*Exercise aim:*
Write out the entries below exactly. End with the line that contains "Turn every road, lane".

*Data supplied:*

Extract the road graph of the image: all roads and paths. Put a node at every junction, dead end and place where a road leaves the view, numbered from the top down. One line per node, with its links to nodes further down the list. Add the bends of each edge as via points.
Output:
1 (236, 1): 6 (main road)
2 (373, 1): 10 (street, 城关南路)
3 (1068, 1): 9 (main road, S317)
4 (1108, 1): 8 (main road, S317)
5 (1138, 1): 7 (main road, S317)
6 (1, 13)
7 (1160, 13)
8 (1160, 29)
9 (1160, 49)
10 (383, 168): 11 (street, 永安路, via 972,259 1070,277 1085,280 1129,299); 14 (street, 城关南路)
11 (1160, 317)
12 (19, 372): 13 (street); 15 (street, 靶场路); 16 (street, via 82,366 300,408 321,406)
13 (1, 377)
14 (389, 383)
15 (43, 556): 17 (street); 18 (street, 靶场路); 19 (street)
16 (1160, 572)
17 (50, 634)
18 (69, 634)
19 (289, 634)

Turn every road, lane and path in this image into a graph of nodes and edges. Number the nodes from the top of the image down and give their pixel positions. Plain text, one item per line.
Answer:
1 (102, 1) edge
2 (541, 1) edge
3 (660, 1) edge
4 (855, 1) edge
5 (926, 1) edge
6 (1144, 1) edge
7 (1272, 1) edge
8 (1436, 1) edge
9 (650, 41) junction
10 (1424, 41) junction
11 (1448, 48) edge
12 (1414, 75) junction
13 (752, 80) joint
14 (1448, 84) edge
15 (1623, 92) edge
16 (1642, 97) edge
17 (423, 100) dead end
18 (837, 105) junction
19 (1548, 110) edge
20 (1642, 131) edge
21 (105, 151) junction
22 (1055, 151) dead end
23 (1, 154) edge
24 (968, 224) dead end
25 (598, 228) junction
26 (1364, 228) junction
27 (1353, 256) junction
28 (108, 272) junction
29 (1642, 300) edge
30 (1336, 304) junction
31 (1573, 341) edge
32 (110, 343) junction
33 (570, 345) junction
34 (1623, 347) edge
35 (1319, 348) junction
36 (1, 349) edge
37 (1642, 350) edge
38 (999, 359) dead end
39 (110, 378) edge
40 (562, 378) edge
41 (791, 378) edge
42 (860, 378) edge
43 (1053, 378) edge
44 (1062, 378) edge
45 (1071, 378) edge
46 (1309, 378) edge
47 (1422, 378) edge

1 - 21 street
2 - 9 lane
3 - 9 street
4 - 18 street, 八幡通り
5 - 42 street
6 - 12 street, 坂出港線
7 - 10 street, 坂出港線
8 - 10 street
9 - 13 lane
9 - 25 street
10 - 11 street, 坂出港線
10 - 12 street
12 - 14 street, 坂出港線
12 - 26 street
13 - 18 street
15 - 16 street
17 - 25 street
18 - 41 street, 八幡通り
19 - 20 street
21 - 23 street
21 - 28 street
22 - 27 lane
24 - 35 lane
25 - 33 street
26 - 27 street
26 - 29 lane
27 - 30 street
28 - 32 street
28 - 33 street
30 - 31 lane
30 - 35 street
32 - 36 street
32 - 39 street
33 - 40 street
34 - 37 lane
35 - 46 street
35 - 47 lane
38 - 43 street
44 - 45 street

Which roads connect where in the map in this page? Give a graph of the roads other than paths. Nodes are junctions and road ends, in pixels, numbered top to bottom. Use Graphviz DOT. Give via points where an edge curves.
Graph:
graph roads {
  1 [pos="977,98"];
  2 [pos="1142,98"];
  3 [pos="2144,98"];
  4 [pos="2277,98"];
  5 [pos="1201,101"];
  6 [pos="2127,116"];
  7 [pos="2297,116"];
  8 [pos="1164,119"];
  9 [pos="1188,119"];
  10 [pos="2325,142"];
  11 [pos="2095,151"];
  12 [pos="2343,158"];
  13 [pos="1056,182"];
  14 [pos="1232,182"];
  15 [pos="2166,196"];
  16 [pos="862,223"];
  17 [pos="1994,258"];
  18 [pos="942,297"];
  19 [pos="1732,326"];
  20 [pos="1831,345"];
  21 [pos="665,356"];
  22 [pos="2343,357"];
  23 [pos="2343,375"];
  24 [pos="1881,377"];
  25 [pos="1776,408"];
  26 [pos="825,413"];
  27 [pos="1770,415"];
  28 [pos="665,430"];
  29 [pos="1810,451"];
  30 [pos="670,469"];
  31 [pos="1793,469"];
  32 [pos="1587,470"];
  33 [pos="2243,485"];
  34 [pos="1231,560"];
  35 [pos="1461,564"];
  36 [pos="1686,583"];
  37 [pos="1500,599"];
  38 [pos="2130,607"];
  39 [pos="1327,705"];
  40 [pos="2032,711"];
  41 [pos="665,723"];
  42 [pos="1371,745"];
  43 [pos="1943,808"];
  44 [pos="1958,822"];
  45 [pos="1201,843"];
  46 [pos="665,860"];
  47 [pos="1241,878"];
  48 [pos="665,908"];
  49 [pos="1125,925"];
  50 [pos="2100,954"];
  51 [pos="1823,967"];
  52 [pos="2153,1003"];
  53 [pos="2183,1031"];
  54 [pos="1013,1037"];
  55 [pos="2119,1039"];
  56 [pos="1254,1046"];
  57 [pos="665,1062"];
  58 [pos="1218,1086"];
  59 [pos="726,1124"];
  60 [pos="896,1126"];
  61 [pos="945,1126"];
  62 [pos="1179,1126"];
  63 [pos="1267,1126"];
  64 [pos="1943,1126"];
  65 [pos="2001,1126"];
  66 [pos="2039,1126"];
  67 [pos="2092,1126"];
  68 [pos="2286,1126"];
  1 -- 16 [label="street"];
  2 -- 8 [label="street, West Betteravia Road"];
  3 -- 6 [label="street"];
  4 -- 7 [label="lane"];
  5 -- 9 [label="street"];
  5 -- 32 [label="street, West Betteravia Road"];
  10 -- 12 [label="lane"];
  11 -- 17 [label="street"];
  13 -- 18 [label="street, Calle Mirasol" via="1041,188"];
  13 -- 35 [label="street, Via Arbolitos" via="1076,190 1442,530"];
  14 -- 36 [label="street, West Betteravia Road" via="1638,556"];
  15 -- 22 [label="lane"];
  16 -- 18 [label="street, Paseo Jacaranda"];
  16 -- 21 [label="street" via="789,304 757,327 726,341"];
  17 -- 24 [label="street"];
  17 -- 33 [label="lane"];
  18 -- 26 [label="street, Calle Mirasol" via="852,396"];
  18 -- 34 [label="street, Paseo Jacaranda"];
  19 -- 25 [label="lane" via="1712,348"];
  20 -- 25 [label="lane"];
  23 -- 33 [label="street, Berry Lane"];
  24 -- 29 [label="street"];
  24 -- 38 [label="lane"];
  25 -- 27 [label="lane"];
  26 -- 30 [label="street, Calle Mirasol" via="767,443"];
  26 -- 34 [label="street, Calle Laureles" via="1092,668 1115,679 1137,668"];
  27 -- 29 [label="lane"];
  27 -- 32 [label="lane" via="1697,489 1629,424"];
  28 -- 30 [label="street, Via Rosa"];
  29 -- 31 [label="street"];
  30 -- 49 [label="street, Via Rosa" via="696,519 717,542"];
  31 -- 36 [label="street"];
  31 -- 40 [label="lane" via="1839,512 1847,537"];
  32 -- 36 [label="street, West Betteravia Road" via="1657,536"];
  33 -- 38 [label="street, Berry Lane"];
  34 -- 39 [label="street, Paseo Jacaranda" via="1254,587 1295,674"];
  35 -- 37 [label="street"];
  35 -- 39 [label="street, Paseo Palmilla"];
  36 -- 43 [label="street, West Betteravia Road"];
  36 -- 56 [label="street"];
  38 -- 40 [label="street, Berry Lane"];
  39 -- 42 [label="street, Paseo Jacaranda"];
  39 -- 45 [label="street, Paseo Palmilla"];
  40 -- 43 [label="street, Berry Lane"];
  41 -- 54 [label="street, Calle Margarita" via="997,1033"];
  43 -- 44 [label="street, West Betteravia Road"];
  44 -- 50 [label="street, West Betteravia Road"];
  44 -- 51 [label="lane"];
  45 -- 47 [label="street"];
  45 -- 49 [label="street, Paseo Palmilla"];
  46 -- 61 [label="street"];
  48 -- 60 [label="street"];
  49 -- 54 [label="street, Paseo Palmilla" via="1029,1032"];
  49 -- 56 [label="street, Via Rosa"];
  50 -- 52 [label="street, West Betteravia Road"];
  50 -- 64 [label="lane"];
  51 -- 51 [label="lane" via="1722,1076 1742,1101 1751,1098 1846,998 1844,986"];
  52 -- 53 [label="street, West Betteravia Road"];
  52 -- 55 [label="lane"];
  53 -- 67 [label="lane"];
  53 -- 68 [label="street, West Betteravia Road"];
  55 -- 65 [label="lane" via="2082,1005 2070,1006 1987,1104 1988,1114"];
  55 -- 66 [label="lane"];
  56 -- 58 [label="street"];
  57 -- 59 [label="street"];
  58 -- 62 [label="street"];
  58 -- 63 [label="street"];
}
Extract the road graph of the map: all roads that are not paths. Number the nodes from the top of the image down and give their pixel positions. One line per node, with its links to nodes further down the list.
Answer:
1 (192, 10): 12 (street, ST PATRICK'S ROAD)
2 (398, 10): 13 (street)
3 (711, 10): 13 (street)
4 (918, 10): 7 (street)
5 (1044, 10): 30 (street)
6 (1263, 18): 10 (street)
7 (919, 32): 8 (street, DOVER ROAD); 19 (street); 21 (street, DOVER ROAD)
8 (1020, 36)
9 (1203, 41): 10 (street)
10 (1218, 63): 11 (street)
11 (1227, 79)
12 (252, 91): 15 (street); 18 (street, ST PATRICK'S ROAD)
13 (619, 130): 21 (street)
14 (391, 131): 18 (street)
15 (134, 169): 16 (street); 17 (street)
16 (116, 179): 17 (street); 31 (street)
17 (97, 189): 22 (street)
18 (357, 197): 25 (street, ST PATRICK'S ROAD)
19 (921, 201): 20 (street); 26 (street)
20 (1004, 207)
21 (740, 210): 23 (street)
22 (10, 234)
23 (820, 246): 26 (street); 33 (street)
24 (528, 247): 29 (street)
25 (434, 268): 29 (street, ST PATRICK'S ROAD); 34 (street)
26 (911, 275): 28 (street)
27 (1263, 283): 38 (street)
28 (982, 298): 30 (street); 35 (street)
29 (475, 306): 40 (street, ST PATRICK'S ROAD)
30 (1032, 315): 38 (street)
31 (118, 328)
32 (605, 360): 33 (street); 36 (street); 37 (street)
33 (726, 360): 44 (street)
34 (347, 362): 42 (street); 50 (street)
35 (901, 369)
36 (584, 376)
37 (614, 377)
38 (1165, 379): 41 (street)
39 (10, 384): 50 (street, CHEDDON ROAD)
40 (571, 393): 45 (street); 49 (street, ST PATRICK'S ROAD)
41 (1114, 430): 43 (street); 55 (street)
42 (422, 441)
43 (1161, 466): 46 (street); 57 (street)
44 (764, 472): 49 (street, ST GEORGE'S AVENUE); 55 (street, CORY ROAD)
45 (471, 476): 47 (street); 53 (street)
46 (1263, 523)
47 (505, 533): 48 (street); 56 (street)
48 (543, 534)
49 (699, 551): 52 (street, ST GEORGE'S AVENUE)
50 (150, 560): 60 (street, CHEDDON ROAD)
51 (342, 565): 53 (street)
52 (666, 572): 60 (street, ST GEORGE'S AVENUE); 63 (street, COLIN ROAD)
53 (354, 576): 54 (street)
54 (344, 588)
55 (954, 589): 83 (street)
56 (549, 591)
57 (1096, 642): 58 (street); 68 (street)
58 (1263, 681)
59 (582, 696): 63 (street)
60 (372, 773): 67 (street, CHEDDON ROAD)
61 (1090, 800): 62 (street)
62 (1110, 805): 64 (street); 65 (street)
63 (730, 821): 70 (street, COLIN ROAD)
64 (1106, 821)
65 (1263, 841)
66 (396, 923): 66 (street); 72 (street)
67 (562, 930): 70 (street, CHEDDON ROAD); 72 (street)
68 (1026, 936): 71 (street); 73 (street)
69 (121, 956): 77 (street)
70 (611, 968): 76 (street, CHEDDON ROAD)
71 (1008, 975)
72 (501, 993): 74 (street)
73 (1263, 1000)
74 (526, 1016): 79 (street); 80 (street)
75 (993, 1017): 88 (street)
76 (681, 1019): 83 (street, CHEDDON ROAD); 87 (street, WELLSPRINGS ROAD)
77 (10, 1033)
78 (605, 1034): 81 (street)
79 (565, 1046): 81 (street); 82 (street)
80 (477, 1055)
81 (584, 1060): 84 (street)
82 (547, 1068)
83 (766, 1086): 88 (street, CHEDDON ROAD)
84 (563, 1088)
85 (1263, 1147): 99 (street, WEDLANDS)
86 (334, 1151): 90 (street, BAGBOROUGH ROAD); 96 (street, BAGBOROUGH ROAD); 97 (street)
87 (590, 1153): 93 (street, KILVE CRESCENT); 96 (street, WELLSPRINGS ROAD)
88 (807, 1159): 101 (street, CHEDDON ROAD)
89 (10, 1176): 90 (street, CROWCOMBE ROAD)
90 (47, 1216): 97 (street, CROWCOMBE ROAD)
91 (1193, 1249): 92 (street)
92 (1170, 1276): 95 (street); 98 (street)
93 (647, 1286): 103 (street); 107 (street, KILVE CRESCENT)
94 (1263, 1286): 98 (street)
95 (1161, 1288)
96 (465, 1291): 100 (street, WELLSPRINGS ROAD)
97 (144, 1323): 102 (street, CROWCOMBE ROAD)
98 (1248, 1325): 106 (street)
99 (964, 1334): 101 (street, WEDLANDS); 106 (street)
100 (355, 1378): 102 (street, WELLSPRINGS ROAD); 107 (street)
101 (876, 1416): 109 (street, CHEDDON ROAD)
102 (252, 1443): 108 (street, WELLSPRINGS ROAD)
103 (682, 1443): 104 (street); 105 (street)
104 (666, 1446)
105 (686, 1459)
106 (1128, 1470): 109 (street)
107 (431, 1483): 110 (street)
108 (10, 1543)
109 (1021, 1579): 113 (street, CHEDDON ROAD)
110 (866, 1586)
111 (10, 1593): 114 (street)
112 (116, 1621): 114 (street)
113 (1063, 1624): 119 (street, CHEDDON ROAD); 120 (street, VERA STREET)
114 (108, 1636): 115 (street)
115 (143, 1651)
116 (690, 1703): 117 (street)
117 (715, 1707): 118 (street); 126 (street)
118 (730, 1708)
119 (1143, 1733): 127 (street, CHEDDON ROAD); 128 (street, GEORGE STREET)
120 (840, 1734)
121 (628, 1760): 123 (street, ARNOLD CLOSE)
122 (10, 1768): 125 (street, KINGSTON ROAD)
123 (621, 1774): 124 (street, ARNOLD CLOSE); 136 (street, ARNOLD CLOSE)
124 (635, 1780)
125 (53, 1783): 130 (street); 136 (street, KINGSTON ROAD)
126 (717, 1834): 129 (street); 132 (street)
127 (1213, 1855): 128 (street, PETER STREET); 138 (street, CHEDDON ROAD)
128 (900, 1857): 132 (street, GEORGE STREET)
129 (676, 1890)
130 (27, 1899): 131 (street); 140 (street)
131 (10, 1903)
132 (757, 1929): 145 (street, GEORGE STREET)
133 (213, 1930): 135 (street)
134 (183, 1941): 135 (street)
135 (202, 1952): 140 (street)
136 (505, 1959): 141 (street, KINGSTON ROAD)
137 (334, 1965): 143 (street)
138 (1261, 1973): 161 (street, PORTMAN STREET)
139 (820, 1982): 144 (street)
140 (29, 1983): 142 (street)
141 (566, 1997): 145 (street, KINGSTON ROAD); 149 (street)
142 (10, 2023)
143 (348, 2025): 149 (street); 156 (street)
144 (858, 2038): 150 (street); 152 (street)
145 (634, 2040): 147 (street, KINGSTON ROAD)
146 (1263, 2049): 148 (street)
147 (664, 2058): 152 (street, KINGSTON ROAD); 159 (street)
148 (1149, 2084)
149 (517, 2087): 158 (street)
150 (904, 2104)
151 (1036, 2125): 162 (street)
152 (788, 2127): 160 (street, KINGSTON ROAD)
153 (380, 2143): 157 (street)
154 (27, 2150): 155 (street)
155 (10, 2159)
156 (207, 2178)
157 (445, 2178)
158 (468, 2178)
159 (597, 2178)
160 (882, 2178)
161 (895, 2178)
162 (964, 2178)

*Answer box:*
Extract the road graph of the image: all roads and paths. Put a node at every junction, dead end and place where a road leaves the view, numbered from the top down. One line per node, with its links to nodes further down the list. Add the bends of each edge as via points.
Output:
1 (236, 1): 6 (main road)
2 (373, 1): 10 (street, 城关南路)
3 (1068, 1): 9 (main road, S317)
4 (1108, 1): 8 (main road, S317)
5 (1138, 1): 7 (main road, S317)
6 (1, 13)
7 (1160, 13)
8 (1160, 29)
9 (1160, 49)
10 (383, 168): 11 (street, 永安路, via 972,259 1070,277 1085,280 1129,299); 14 (street, 城关南路)
11 (1160, 317)
12 (19, 372): 13 (street); 15 (street, 靶场路); 16 (street, via 82,366 300,408 321,406)
13 (1, 377)
14 (389, 383)
15 (43, 556): 17 (street); 18 (street, 靶场路); 19 (street)
16 (1160, 572)
17 (50, 634)
18 (69, 634)
19 (289, 634)

Turn every road, lane and path in this image into a graph of nodes and edges. Number the nodes from the top of the image down and give their pixel positions. Plain text, one item per line.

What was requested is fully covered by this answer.